También Jesús se fijó en las mujeres como destinatarias del mensaje de salvación:
La suegra de Simón, que después de ser sanada les servía (cf. Mc 1, 31). Seguramente la comunidad de Cafarnaún había sido constituida alrededor de su mesa.
La curación de la hemorroísa y de la hija de Jairo (cf. Lc 8, 40-56) nos habla de esa preferencia de Jesús por los pobres y de entre ellos, las más pobres, mujeres y enfermas, que son objeto del anuncio del Reino de un modo privilegiado a través de los milagros.
La curación de la mujer encorvada, (cf. Lc 13, 10-17) donde Jesús cura en sábado, poniendo así de manifiesto que la Ley está hecha para el hombre y no el hombre para la Ley (cf. Mc 2, 18-3,6).
Las mujeres fueron además objeto de la acogida misericordiosa de Jesús: la mujer sorprendida en adulterio (cf. Jn 8, 1-11); la pecadora que enjuaga los pies de Jesús con sus lágrimas y cabellos y derrama el perfume (cf. Lc 7, 36-50).
Del mismo modo, Jesús se preocupó por su situación de indefensión ante el repudio (cf. Mt 19, 3-6).
Las mujeres también entablan diálogo con Jesús con una proximidad que impresiona, donde no son un sujeto pasivo, sino que toman la iniciativa, inquieren, exigen:
María, su Madre, que ya en el momento de la anunciación reflexiona, pregunta y entra en la dinámica de la Historia de Salvación desde su libertad, siempre abierta a la voluntad de Dios (cf. Lc 1,26-38), en las bodas de Caná anima a Jesús a que inaugure el Reino, a que manifieste su gloria (cf. Jn 2, 1-11).
La mujer sirofenicia, se atreve a cuestionar a Jesús acerca de la participación de los gentiles en el Reino de Dios y logra su reconocimiento (cf.
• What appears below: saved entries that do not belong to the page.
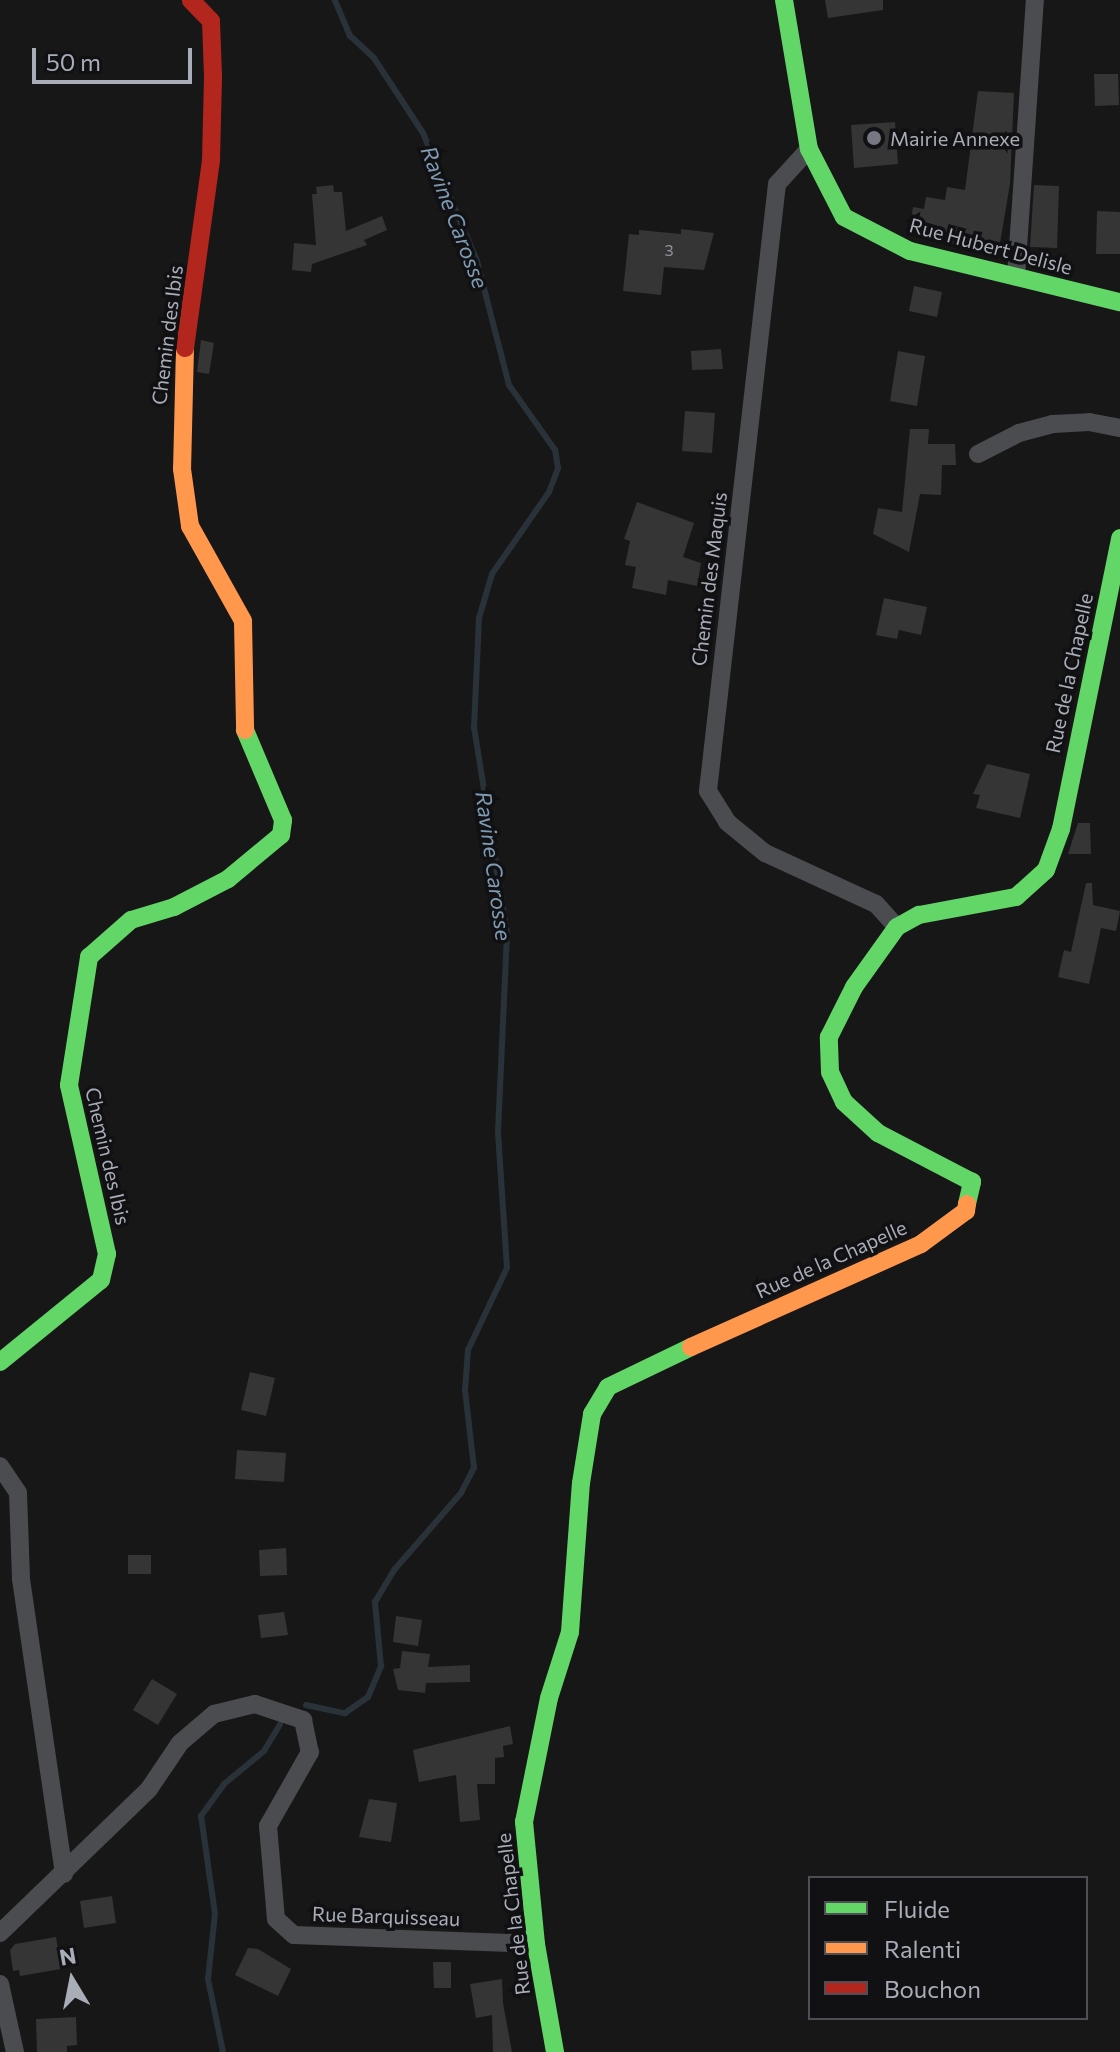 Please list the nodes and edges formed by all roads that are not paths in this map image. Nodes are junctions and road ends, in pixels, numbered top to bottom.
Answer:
1 (191, 0) edge
2 (784, 0) edge
3 (1035, 0) edge
4 (809, 149) junction
5 (1016, 277) junction
6 (1120, 302) edge
7 (1120, 428) edge
8 (978, 454) dead end
9 (1120, 538) edge
10 (897, 927) junction
11 (0, 1362) edge
12 (0, 1466) edge
13 (64, 1874) junction
14 (8, 1918) edge
15 (0, 1933) edge
16 (536, 1944) junction
17 (0, 1984) edge
18 (15, 2052) edge
19 (555, 2052) edge

1 - 11 street, Chemin des Ibis
2 - 4 street, Rue Hubert Delisle
3 - 5 street
4 - 5 street, Rue Hubert Delisle
4 - 10 street, Chemin des Maquis
5 - 6 street, Rue Hubert Delisle
7 - 8 street
9 - 10 street, Rue de la Chapelle
10 - 16 street, Rue de la Chapelle
12 - 13 street
13 - 14 street, Rue Barquisseau
13 - 16 street, Rue Barquisseau
14 - 15 street, Rue Barquisseau
16 - 19 street, Rue de la Chapelle
17 - 18 street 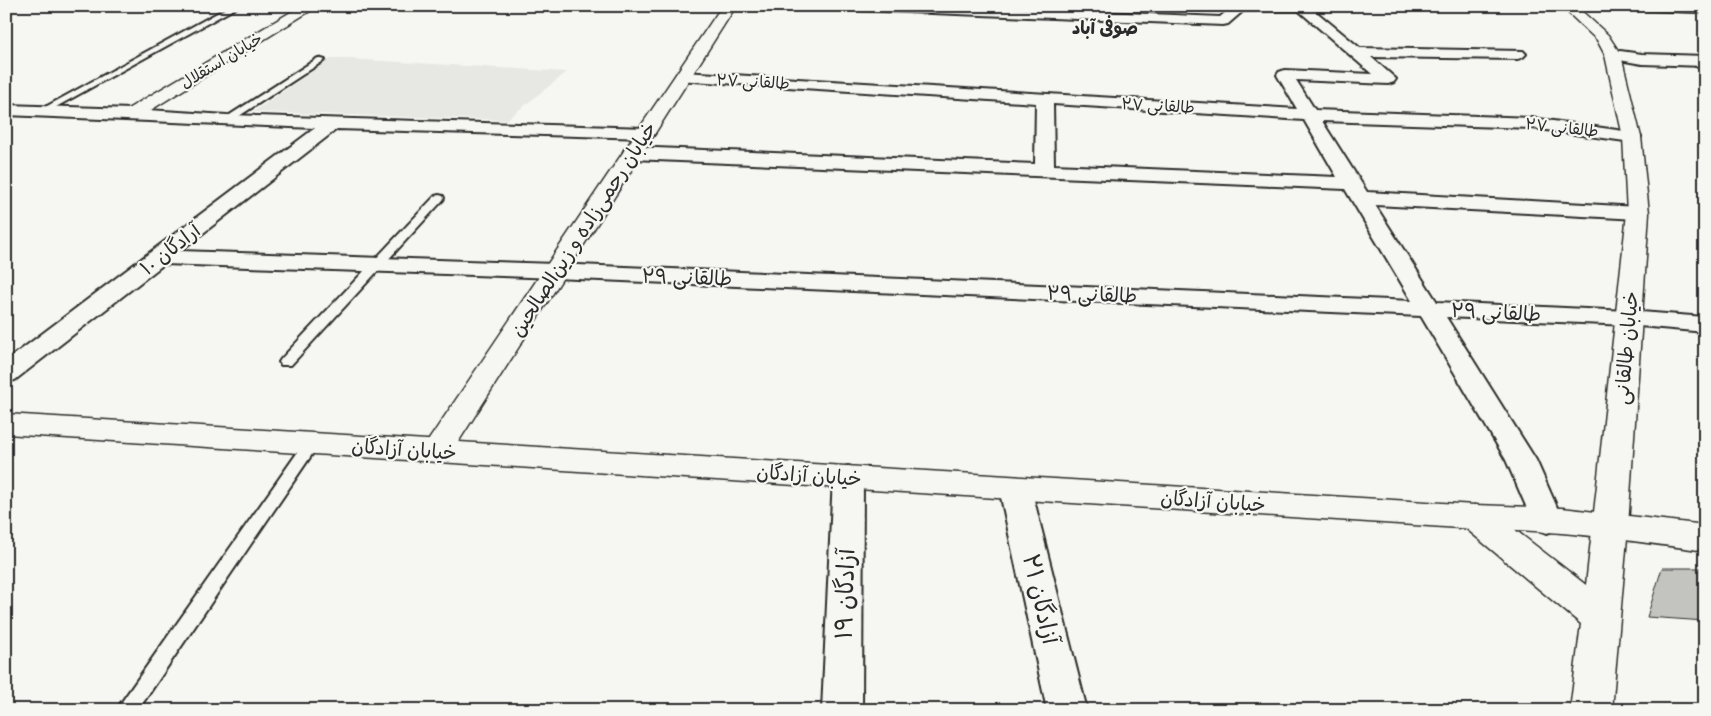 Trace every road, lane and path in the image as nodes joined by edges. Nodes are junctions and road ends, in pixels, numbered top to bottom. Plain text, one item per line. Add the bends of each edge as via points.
1 (236, 6) edge
2 (310, 6) edge
3 (729, 6) edge
4 (858, 6) edge
5 (1301, 6) edge
6 (1319, 6) edge
7 (1568, 6) edge
8 (1641, 6) edge
9 (1705, 9) edge
10 (1356, 52) junction
11 (1518, 54) dead end
12 (1613, 55) junction
13 (321, 60) dead end
14 (1705, 61) edge
15 (683, 76) junction
16 (1044, 98) junction
17 (6, 110) edge
18 (42, 111) junction
19 (132, 114) junction
20 (1309, 115) junction
21 (227, 120) junction
22 (333, 123) junction
23 (646, 132) junction
24 (1632, 137) junction
25 (632, 153) junction
26 (1045, 170) junction
27 (1356, 190) junction
28 (439, 198) dead end
29 (1638, 213) junction
30 (159, 257) junction
31 (377, 265) junction
32 (555, 271) junction
33 (1428, 309) junction
34 (1628, 318) junction
35 (1705, 325) edge
36 (286, 362) dead end
37 (6, 374) edge
38 (6, 424) edge
39 (312, 443) junction
40 (437, 452) junction
41 (848, 477) junction
42 (1015, 488) junction
43 (1483, 517) junction
44 (1547, 521) junction
45 (1606, 525) junction
46 (1705, 538) edge
47 (1601, 618) junction
48 (126, 710) edge
49 (842, 710) edge
50 (1067, 710) edge
51 (1592, 710) edge

1 - 18 lane
2 - 19 main road, خیابان استقلال
3 - 15 main road, خیابان رحمی‌زاده و زین‌الصالحین
4 - 5 street via 1223,21 1240,7
5 - 6 street
5 - 10 street
7 - 12 main road, خیابان طالقانی via 1603,38
8 - 9 main road
10 - 11 street
10 - 20 street via 1388,79 1285,75
12 - 14 street
12 - 24 main road, خیابان طالقانی
13 - 21 lane
15 - 16 street, طالقانی ۲۷
15 - 23 main road, خیابان رحمی‌زاده و زین‌الصالحین
16 - 20 street, طالقانی ۲۷
16 - 26 street
17 - 18 street
18 - 19 street
19 - 21 street
20 - 24 street, طالقانی ۲۷ via 1532,123
20 - 27 street
21 - 22 street
22 - 23 street
22 - 30 street, آرادگان ۱۰
23 - 25 main road, خیابان رحمی‌زاده و زین‌الصالحین
24 - 29 main road, خیابان طالقانی
25 - 26 street
25 - 32 main road, خیابان رحمی‌زاده و زین‌الصالحین
26 - 27 street
27 - 29 street
27 - 33 street
28 - 31 lane
29 - 34 main road, خیابان طالقانی
30 - 31 street, طالقانی ۲۹
30 - 37 street, آرادگان ۱۰
31 - 32 street, طالقانی ۲۹
31 - 36 lane
32 - 33 street, طالقانی ۲۹
32 - 40 main road, خیابان رحمی‌زاده و زین‌الصالحین
33 - 34 street, طالقانی ۲۹
33 - 44 street via 1521,460
34 - 35 street, طالقانی ۲۹
34 - 45 main road, خیابان طالقانی
38 - 39 main road, خیابان آزادگان
39 - 40 main road, خیابان آزادگان
39 - 48 lane
40 - 41 main road, خیابان آزادگان
41 - 42 main road, خیابان آزادگان
41 - 49 street, آزادگان ۱۹
42 - 43 main road, خیابان آزادگان
42 - 50 street, آزادگان ۲۱
43 - 44 main road, خیابان آزادگان
43 - 45 main road via 1596,527
43 - 47 main road
44 - 45 main road, خیابان آزادگان
45 - 46 main road
45 - 47 main road, خیابان طالقانی
47 - 51 main road, خیابان طالقانی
Mc 7 24-39).
Jesús, escuchando el elogio que hace de su madre una mujer: Bienaventurado el vientre que te llevó y los pechos que te criaron, se para con ella a hacer una reflexión sobre el discipulado (cf. Lc 11, 27-28).
El encuentro con la Samaritana (cf. Jn 4, 1-45), se puede poner en paralelo con el que mantuvo Jesús con Nicodemo (cf. Jn 3, 1-21). Y es a través del testimonio de esta mujer como la gente de su pueblo se acerca a Jesús.
María, la hermana de Lázaro, es presentada como modelo de escucha, para todos los discípulos; Jesús dice de ella: Solo una cosa es necesaria María pues ha escogido la mejor parte y no le será quitada (Lc 10, 42).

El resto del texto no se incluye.